Formed in 2005, the association's honorary chairman is David L. Mack, former U.S. ambassador to the United Arab Emirates and deputy assistant secretary of state for Near Eastern affairs. Its executive director is Charles W. Dittrich, who's also vice-president for regional trade initiatives at the National Foreign Trade Council.

"Our association isn't geared towards developing a large membership," Dittrich told The Diplomat. "We tend to attract companies which have made a substantial and long-term commitment to the Libyan market." General membership in the USLBA costs $10,000 a year, while board membership costs $20,000 annually. Eight companies are board members at present: AECOM, Chevron, BP, ConocoPhillips, ExxonMobil, Hess, Occidental Petroleum and Marathon Oil. The USLBA's 10 regular members are Dow Chemical, Fluor, Halliburton, Midrex, Motorola, NorthropGrumman, Shell, United Gulf Construction Co., Valmont and White & Case LLP.

The USLBA has a management contract with NFTC but remains an independent organization with Section 501(c)(3) nonprofit status.

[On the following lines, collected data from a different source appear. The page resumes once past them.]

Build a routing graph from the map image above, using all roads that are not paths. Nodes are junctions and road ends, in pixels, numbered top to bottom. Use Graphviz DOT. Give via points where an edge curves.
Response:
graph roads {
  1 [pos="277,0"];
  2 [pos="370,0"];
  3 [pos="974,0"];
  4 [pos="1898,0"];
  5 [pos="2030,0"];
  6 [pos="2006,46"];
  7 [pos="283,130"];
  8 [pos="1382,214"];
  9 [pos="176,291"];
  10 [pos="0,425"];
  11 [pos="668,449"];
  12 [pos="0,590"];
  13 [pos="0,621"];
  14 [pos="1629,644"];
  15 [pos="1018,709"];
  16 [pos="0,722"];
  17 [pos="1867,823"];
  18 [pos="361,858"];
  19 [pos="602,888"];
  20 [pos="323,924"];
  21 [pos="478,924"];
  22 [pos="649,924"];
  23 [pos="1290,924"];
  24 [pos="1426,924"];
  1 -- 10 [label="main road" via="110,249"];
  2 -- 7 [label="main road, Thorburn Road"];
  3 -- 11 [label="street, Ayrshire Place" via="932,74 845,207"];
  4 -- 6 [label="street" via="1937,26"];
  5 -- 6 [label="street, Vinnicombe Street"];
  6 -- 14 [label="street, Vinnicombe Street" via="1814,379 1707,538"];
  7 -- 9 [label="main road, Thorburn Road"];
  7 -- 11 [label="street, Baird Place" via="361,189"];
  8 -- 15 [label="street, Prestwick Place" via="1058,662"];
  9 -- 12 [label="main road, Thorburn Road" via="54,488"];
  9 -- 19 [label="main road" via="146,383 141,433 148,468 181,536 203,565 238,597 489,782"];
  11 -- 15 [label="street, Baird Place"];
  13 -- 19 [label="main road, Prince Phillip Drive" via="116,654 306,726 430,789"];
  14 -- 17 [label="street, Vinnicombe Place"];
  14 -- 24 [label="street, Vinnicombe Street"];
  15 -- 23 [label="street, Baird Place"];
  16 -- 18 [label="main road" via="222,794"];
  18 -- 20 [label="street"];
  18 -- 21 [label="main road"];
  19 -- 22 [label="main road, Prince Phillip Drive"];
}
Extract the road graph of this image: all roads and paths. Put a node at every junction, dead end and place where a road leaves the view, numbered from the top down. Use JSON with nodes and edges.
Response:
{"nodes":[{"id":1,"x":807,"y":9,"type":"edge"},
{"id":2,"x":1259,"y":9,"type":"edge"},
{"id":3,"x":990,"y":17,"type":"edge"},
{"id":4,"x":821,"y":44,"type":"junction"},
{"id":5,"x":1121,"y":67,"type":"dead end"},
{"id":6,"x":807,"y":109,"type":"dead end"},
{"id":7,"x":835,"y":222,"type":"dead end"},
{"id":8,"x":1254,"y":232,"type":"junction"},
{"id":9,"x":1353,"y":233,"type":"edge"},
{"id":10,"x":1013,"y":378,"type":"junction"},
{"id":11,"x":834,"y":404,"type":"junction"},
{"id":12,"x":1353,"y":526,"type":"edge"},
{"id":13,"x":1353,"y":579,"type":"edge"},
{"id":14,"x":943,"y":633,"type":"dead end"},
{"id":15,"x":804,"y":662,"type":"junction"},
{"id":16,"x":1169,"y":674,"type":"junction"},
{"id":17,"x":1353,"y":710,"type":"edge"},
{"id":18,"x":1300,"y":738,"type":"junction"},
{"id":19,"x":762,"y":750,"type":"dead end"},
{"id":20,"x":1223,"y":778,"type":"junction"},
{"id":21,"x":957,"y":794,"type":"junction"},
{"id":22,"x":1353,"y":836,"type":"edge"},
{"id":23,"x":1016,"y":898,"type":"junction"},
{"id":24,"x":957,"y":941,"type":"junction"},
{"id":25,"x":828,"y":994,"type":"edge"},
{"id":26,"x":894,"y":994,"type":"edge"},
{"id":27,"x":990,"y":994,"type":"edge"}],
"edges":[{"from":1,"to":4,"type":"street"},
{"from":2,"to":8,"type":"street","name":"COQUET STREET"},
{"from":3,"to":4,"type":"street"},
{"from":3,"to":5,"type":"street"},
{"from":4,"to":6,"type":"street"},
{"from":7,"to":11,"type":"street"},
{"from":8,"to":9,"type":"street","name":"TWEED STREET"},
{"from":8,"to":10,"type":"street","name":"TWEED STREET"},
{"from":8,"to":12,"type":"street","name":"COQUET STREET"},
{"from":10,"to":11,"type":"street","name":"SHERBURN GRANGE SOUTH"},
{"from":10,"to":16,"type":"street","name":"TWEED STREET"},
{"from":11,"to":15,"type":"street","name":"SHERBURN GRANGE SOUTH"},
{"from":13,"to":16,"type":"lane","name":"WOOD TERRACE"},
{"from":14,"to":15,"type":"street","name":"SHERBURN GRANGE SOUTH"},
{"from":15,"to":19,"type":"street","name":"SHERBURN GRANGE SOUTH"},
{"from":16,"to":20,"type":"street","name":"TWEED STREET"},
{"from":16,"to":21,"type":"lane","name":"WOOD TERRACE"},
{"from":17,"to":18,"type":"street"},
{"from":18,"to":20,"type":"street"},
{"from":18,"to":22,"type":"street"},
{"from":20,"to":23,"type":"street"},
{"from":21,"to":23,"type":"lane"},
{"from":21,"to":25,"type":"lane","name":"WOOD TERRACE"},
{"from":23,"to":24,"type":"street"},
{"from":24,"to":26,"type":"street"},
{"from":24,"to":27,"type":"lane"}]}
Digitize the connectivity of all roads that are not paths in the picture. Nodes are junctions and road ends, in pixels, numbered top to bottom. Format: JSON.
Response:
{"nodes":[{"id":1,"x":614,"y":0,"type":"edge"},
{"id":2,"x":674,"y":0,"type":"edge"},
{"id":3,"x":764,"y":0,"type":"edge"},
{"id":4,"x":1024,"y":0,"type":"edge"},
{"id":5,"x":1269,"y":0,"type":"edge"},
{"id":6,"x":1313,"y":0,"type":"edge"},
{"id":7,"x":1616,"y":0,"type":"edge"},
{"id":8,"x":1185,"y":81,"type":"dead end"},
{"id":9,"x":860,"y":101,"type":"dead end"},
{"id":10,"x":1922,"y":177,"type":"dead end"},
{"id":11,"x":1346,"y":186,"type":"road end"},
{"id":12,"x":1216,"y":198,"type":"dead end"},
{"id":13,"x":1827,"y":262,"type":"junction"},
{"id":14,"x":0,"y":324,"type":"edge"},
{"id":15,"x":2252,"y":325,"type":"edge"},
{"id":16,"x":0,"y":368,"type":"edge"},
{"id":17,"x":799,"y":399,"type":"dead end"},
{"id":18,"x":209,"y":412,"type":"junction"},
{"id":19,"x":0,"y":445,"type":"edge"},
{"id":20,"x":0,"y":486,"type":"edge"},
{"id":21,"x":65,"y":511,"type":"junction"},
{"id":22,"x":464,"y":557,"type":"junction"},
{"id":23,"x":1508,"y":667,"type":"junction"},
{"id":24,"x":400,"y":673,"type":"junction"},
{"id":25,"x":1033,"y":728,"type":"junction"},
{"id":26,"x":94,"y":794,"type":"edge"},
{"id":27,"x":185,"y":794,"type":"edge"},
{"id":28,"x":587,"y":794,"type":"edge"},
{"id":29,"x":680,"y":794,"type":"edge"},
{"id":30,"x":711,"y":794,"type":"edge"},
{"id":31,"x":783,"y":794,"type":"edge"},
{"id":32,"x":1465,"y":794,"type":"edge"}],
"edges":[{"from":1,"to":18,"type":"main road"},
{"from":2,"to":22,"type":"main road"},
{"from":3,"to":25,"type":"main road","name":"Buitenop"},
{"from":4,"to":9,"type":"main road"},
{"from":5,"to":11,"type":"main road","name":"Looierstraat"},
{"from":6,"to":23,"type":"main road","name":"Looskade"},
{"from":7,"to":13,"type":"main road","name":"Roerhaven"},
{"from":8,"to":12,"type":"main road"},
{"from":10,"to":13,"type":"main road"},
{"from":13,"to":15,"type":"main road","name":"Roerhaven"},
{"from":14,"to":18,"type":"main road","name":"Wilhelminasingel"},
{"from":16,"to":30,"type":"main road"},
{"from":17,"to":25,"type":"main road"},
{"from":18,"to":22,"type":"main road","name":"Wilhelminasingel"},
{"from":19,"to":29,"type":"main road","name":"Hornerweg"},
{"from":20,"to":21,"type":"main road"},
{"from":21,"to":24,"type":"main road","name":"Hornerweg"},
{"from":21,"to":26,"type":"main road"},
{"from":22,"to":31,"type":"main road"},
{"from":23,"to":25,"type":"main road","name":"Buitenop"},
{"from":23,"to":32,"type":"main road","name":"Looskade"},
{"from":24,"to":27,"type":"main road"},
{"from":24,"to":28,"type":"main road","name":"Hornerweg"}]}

"Among our core missions at the NFTC is the ending of unilateral economic sanctions," Dittrich said; indeed, through its USA*Engage affiliate, the NFTC has pushed incessantly to abolish punitive U.S. measures against Cuba, Syria, South Africa and Iran.

In late September, when Col. Muammar Qaddafi visits the United States for the first time ever to address the UN General Assembly, USLBA will honor the Libyan leader with a lavish dinner and reception.

"We look forward to welcoming him to New York," Dittrich said. "We think this visit is a milestone in normalizing the U.S.-Libyan relationship."

USLBA's executive director since its inception until very recently was David Goldwyn, a longtime oil-industry advocate who earlier this summer was named State Department coordinator for energy affairs.

Dittrich, who's never been to Libya, is a former Commerce Department official who spent much of his time dealing with international business, investment and technology licensing issues. He also has experience in the Arab world as manager of the NFTC's US-Middle East Free Trade Coalition. In that capacity, he lobbied hard for implementation of free-trade agreements with Bahrain, Morocco and Oman.

None of those countries, of course, was ever blacklisted by the United States as Libya was for so many years which makes the Libyan Arab Jamahiriya a special case.

"Our members are very sophisticated global companies. They're in any number of markets worldwide. What makes it easy to operate globally are common rules, and countries that are most integrated into the global economy operate by the same standards," Dittrich said. "Libya, having been isolated and not yet a member of the WTO, is not necessarily in sync with global standards. This makes things more difficult because you sort of have to re-invent the wheel."

On the other hand, Dittrich added, "we see a continuing and growing pace of official visits from Washington to Tripoli and vice-versa. Once Libya becomes a routine and sort of common place for U.S. companies to do business, then we'll consider our work done."